A lo mejor Pessoa tenía razón y los días sólo son felices si no se piensan. Pessoa también decía que hay mucha metafísica en no pensar. Pessoa pensaba mucho en no pensar y de eso también hay que tomar nota.

“Había olvidado esa excitación extrema de la víspera, los niños la sienten todo el rato, la víspera de Navidad, de su cumpleaños, del día antes de las vacaciones, del día antes de ir al parque de atracciones, y luego uno ya ha pasado por todo y deja de tener esa excitación tan embriagadora con los mañanas”

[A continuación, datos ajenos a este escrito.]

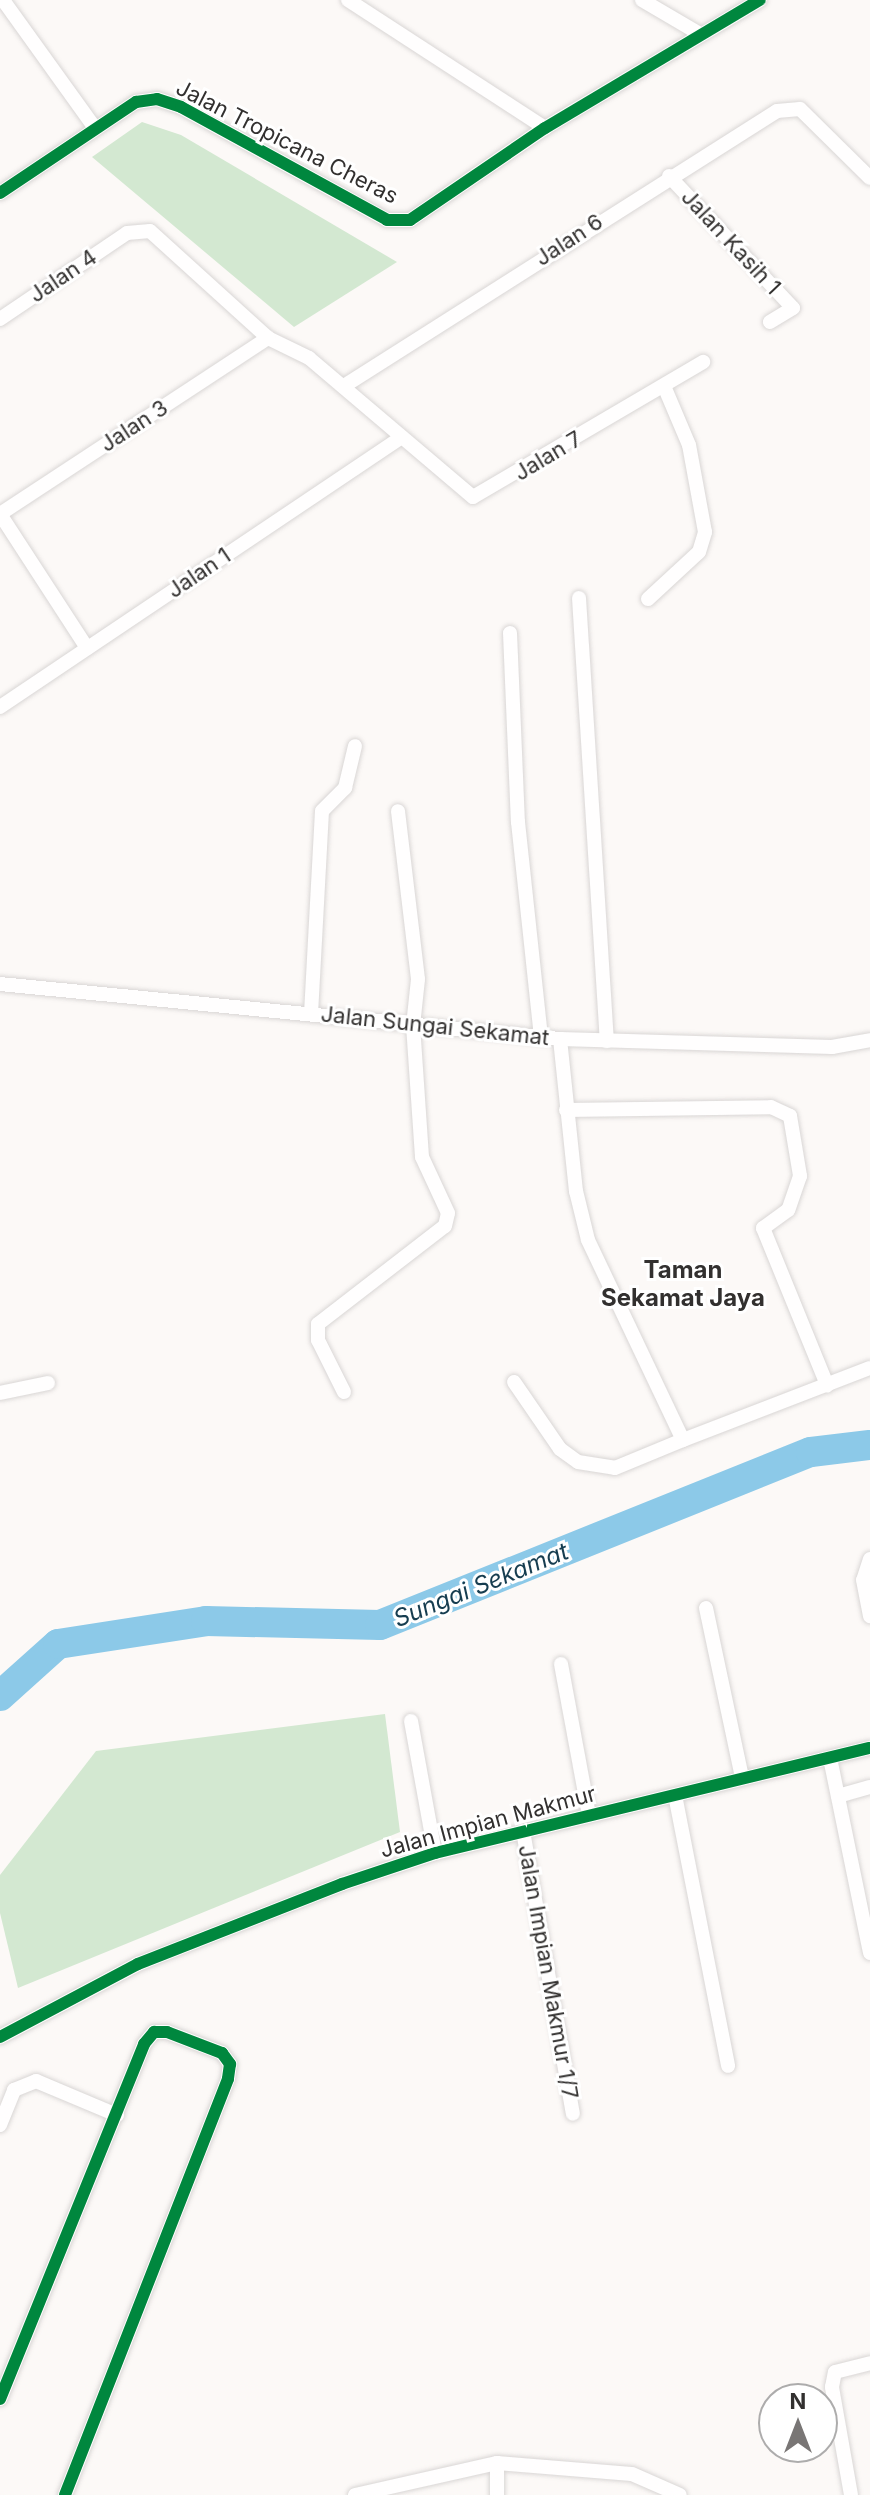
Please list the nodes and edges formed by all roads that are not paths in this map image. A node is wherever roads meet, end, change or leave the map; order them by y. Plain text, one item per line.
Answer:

Los días perfectos; J. Bergareche

Luis, de hecho, no renuncia al amor que sobrevive en el tiempo. En todo el libro hay un deseo claro de aferrarse a él. El amor en su relación con su mujer existe, pero está demasiado desgastado para la pasión, y Luis siente que esa es una pérdida irrecuperable. Por eso acaba por despedirse de su amante con una resignación casi feliz. La ruptura es lo único que evitará la muerte de la pasión y la pasión es lo único que justifica esa relación. No sólo por el placer del sexo, el baile y la música bajo las noches de Austin, llenas de murciélagos, sino porque esa pasión, ese follar, ese reír y ese bailar es el único espacio en el que es posible volver a vivir una clase de felicidad que ninguno de los dos puede encontrar ya en sus largos y deteriorados matrimonios.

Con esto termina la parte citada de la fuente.